__TASK BRIEF__.
Repeat the data exactly. Pictures stay out.

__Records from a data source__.
---*---

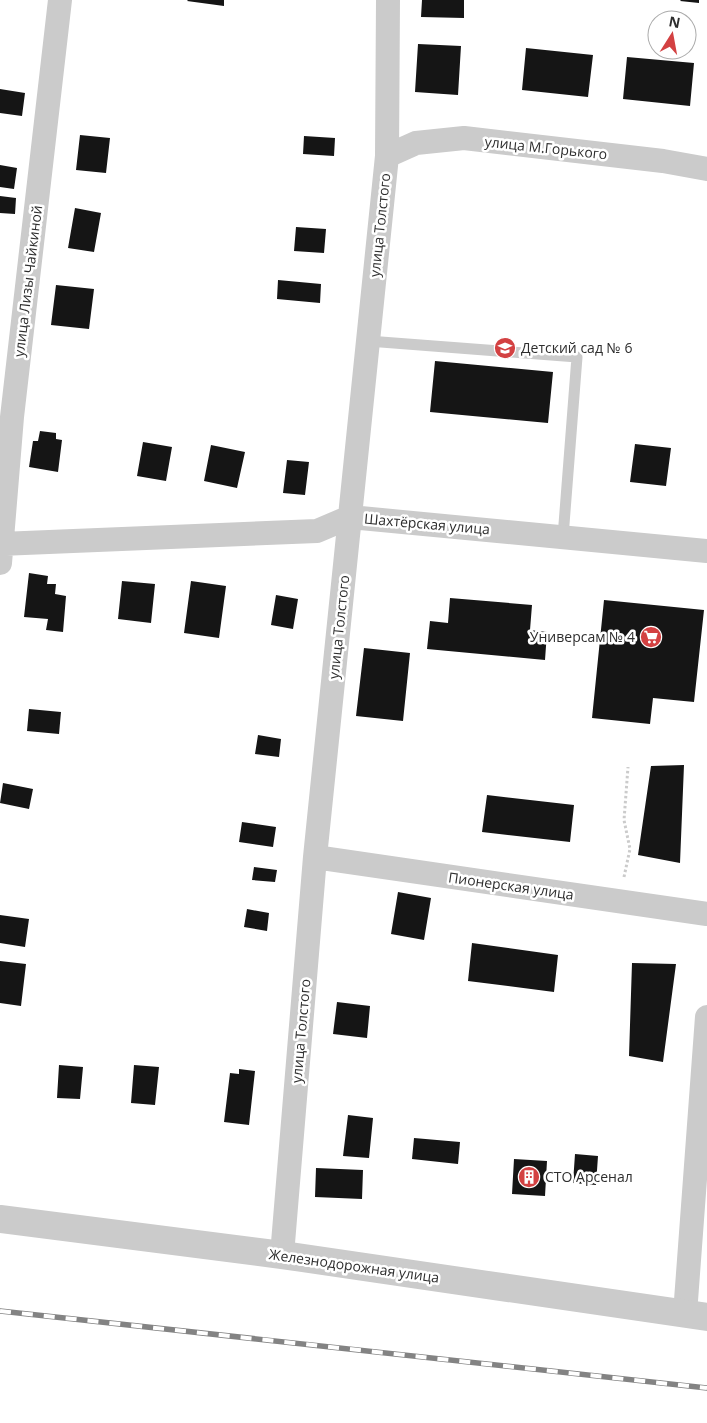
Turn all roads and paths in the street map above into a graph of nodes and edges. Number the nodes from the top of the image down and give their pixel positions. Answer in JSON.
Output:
{"nodes":[{"id":1,"x":60,"y":0,"type":"edge"},
{"id":2,"x":388,"y":0,"type":"edge"},
{"id":3,"x":387,"y":156,"type":"junction"},
{"id":4,"x":707,"y":169,"type":"edge"},
{"id":5,"x":368,"y":341,"type":"junction"},
{"id":6,"x":6,"y":417,"type":"edge"},
{"id":7,"x":350,"y":517,"type":"junction"},
{"id":8,"x":563,"y":537,"type":"junction"},
{"id":9,"x":1,"y":550,"type":"edge"},
{"id":10,"x":707,"y":551,"type":"edge"},
{"id":11,"x":628,"y":767,"type":"dead end"},
{"id":12,"x":315,"y":857,"type":"junction"},
{"id":13,"x":618,"y":902,"type":"junction"},
{"id":14,"x":707,"y":914,"type":"edge"},
{"id":15,"x":707,"y":1017,"type":"edge"},
{"id":16,"x":0,"y":1219,"type":"edge"},
{"id":17,"x":282,"y":1255,"type":"junction"},
{"id":18,"x":696,"y":1315,"type":"edge"}],
"edges":[{"from":1,"to":6,"type":"street","name":"улица Лизы Чайкиной"},
{"from":2,"to":3,"type":"street","name":"улица Толстого"},
{"from":3,"to":4,"type":"street","name":"улица М.Горького"},
{"from":3,"to":5,"type":"street","name":"улица Толстого"},
{"from":5,"to":7,"type":"street","name":"улица Толстого"},
{"from":5,"to":8,"type":"lane"},
{"from":6,"to":9,"type":"street","name":"улица Лизы Чайкиной"},
{"from":7,"to":8,"type":"street","name":"Шахтёрская улица"},
{"from":7,"to":9,"type":"street","name":"Шахтёрская улица"},
{"from":7,"to":12,"type":"street","name":"улица Толстого"},
{"from":8,"to":10,"type":"street","name":"Шахтёрская улица"},
{"from":11,"to":13,"type":"path"},
{"from":12,"to":13,"type":"street","name":"Пионерская улица"},
{"from":12,"to":17,"type":"street","name":"улица Толстого"},
{"from":13,"to":14,"type":"street","name":"Пионерская улица"},
{"from":15,"to":18,"type":"street"},
{"from":16,"to":17,"type":"street","name":"Железнодорожная улица"},
{"from":17,"to":18,"type":"street","name":"Железнодорожная улица"}]}
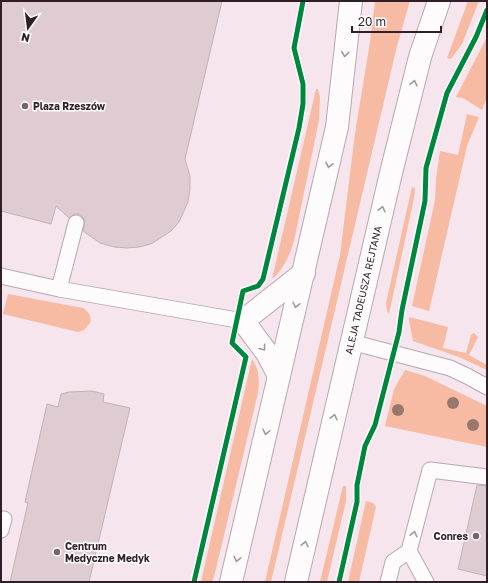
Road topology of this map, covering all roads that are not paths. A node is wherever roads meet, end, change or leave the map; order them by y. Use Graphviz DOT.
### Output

---*---

__RESULT OF THE EXERCISE__.
Turn all roads and paths in the street map above into a graph of nodes and edges. Number the nodes from the top of the image down and give their pixel positions. Answer in JSON.
Output:
{"nodes":[{"id":1,"x":60,"y":0,"type":"edge"},
{"id":2,"x":388,"y":0,"type":"edge"},
{"id":3,"x":387,"y":156,"type":"junction"},
{"id":4,"x":707,"y":169,"type":"edge"},
{"id":5,"x":368,"y":341,"type":"junction"},
{"id":6,"x":6,"y":417,"type":"edge"},
{"id":7,"x":350,"y":517,"type":"junction"},
{"id":8,"x":563,"y":537,"type":"junction"},
{"id":9,"x":1,"y":550,"type":"edge"},
{"id":10,"x":707,"y":551,"type":"edge"},
{"id":11,"x":628,"y":767,"type":"dead end"},
{"id":12,"x":315,"y":857,"type":"junction"},
{"id":13,"x":618,"y":902,"type":"junction"},
{"id":14,"x":707,"y":914,"type":"edge"},
{"id":15,"x":707,"y":1017,"type":"edge"},
{"id":16,"x":0,"y":1219,"type":"edge"},
{"id":17,"x":282,"y":1255,"type":"junction"},
{"id":18,"x":696,"y":1315,"type":"edge"}],
"edges":[{"from":1,"to":6,"type":"street","name":"улица Лизы Чайкиной"},
{"from":2,"to":3,"type":"street","name":"улица Толстого"},
{"from":3,"to":4,"type":"street","name":"улица М.Горького"},
{"from":3,"to":5,"type":"street","name":"улица Толстого"},
{"from":5,"to":7,"type":"street","name":"улица Толстого"},
{"from":5,"to":8,"type":"lane"},
{"from":6,"to":9,"type":"street","name":"улица Лизы Чайкиной"},
{"from":7,"to":8,"type":"street","name":"Шахтёрская улица"},
{"from":7,"to":9,"type":"street","name":"Шахтёрская улица"},
{"from":7,"to":12,"type":"street","name":"улица Толстого"},
{"from":8,"to":10,"type":"street","name":"Шахтёрская улица"},
{"from":11,"to":13,"type":"path"},
{"from":12,"to":13,"type":"street","name":"Пионерская улица"},
{"from":12,"to":17,"type":"street","name":"улица Толстого"},
{"from":13,"to":14,"type":"street","name":"Пионерская улица"},
{"from":15,"to":18,"type":"street"},
{"from":16,"to":17,"type":"street","name":"Железнодорожная улица"},
{"from":17,"to":18,"type":"street","name":"Железнодорожная улица"}]}
Road topology of this map, covering all roads that are not paths. A node is wherever roads meet, end, change or leave the map; order them by y. Use Graphviz DOT.
### Output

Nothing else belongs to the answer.